A/N: I know what you're thinking, and you're absolutely right. I am trash. I have one (ONE) week before finals and I'm sitting in a pile of my notes and thoughts of Ron Weasley. Sigh.
cheers, louise
APPROVAL
Ron had to restrain himself from screaming, remembering how last time Mrs. Burbage next door had complained. But really, did the Muggles on the screen before him have to be so stupid? The bloke had had the perfect opportunity to make a goal but instead had just passed the ball, and well, just thinking about it made Ron want to yell again.
Two months ago Hermione had introduced him to this Muggle device called the teevee. Ron had been skeptical about it at first (wouldn't the people on the screen be uncomfortable with him watching them?), but then Dean had come over with Seamus, Neville and Harry one Friday, pushed a button on the remote a few times and landed on something called football.

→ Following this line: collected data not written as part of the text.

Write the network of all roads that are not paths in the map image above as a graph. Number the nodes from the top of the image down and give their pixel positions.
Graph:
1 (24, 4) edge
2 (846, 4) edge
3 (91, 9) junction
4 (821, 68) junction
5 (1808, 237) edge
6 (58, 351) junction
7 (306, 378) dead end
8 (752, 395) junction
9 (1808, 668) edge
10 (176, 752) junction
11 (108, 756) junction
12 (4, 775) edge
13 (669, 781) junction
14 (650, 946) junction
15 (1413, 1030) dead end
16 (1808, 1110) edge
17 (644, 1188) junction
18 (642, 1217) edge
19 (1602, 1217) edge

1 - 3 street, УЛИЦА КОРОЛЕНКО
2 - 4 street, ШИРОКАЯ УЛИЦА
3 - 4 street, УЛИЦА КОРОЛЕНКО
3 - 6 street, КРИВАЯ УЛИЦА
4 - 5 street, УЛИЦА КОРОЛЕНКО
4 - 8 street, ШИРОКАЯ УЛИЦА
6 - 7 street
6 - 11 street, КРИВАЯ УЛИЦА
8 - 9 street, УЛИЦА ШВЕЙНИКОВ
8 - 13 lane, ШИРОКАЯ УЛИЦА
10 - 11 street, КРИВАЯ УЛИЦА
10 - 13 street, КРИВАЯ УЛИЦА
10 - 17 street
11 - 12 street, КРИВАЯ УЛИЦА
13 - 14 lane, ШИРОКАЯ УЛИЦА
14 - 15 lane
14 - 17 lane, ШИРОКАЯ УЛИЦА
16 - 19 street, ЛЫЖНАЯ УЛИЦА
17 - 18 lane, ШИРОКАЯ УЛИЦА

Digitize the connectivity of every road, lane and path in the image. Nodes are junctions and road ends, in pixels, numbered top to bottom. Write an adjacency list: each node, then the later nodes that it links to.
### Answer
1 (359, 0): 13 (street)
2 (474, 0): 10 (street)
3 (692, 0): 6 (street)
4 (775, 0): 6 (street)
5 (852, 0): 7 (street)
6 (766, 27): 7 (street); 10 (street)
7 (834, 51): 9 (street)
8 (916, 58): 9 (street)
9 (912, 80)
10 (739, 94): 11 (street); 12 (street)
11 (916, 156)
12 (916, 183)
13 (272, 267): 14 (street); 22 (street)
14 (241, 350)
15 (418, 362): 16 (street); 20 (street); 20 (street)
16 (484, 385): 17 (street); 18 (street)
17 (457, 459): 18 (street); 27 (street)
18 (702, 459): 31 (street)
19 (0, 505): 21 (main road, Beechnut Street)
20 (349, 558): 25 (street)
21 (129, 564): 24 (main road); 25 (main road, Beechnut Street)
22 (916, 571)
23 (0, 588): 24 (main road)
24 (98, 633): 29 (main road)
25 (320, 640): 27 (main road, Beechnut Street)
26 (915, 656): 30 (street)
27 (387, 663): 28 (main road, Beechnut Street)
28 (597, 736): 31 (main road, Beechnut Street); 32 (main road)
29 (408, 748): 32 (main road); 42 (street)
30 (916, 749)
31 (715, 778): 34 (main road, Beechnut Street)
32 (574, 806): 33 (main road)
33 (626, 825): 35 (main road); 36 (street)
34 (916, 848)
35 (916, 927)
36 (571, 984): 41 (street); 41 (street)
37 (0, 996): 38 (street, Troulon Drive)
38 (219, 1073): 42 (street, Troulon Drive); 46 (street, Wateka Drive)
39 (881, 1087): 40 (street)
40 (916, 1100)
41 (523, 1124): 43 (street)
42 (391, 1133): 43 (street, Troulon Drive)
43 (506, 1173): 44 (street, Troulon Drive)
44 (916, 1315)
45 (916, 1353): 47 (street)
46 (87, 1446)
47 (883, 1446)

It had taken some persuasion at first (Ron had been bewildered at the fact that there were no brooms and only one ball), but Ron had quickly found himself hooked. Harry, unfortunately, didn't seem to get the craze, having grown up with it along with Dudley, but Neville did, and if he hadn't been at Hogwarts would've been yelling at the teevee right alongside Ron. Dean still found it disconcerting how quickly the two of them had latched onto the sport.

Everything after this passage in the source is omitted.